AI2: OLMo Large Language Model is ‘Truly Open Source’
AI2, Microsoft co-founder Paul Allen's nonprofit research group, reveals all of OLMo's training data and the test used to evaluate it
At a Glance
- AI2, Microsoft co-founder Paul Allen's nonprofit research group, unveiled its large language model OLMo.
- AI2 calls OLMo a 'truly open source.' Users can access its model code, weights plus training code, data and evaluation suite.
- OLMo comes in four sizes, all around 7 billion parameters, putting it in competition with Llama-2 7B and Mixtral 8x7B.
The Allen Institute for AI (AI2) has released OLMo, which it describes as a “truly open source” large language model that companies can use to build applications – while knowing what went into building the model itself.
OLMo was published alongside its model code, weights as well as training code, data and evaluation suite, meaning users can see exactly how it was designed, trained and evaluated.
OLMo was built on Dolma, a dataset comprised of three trillion tokens that AI2 built. The model itself comes in four sizes all around seven billion parameters, putting it in competition with the likes of Llama 2-7B from Meta and Mistral’s Mixtral 8x7B.
AI2 was founded by Paul Allen, the late Microsoft co-founder. The non-profit research group said the new open source model would “empower academics and researchers to study the science of language models collectively.”
The research lab said that by providing access to the full underlying training aspects, OLMo would enable less carbon to be reduced when fine-tuning the model as an open approach “radically reduces developmental redundancies, which is critical in the decarbonization of AI.”
Opening such a system would also improve the rate at which researchers can work as they “no longer need to depend on qualitative assumptions of model performance,” AI2 said.
Big names like Meta have pledged to open source their AI systems but there are some disputes among AI experts as to what truly constitutes an open AI model. Just this week, an Amazon machine learning strategist questioned the definition of what it means for a model to be open source, during an industry conference in London.
There are other models that copy OLMo’s approach of total transparency, such as Bloom and Falcon.
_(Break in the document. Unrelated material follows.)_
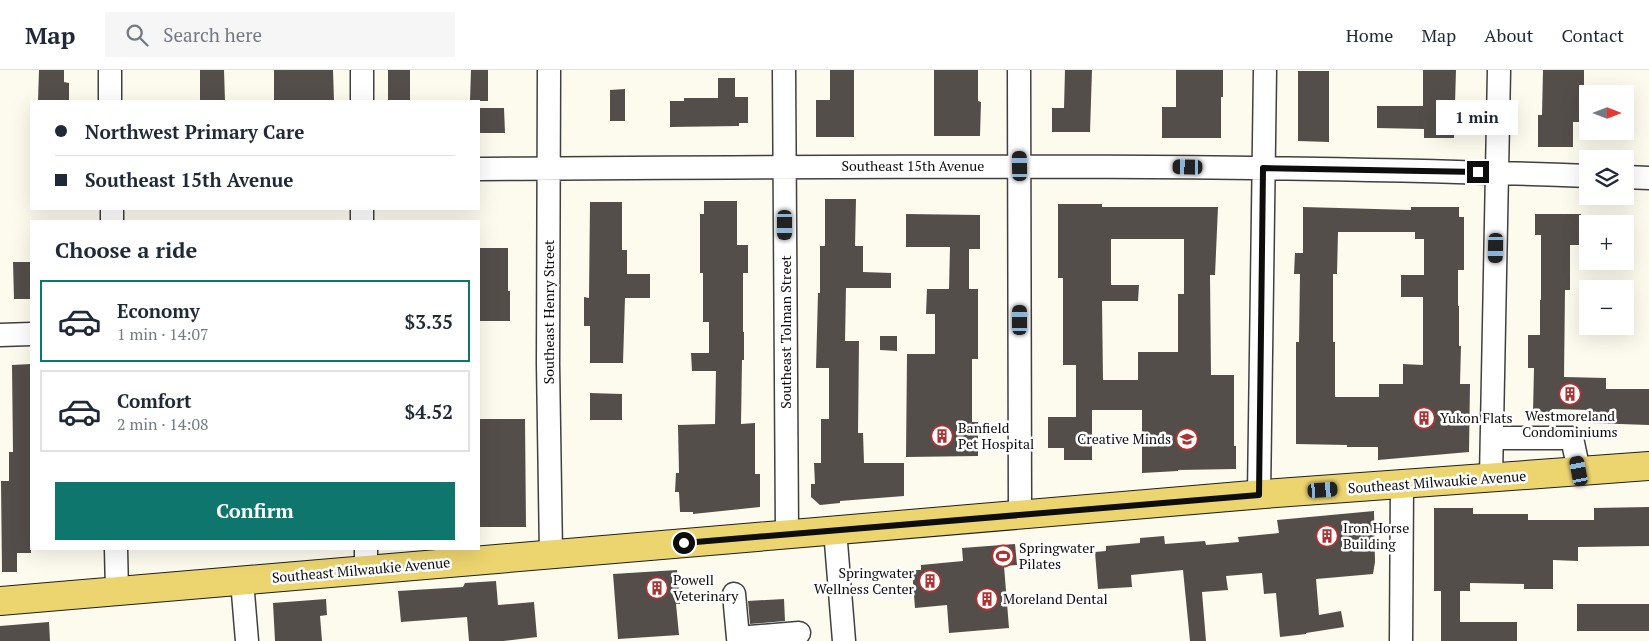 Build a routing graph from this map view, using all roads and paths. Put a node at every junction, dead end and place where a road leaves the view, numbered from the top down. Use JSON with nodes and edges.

Eric Horvitz, Microsoft’s chief scientific officer and a founding member of the AI2 Scientific Advisory Board, expressed enthusiasm about this latest open model available to AI researchers.
Meta’s Chief AI Scientist Yann LeCun, in response to OLMo’s release, said that the community that comes from open source is “the fastest and most effective way to build the future of AI.”
Dolma and Paloma
Alongside the release of OLMo, AI2 also unveiled Paloma, a benchmark for evaluating open language models.
Paloma tests models on natural language processing tasks across multiple domains, ranging from niche artist communities to Reddit forums on mental health – making the testing tool capable of being applied to a multitude of areas other model testers likely would think to apply.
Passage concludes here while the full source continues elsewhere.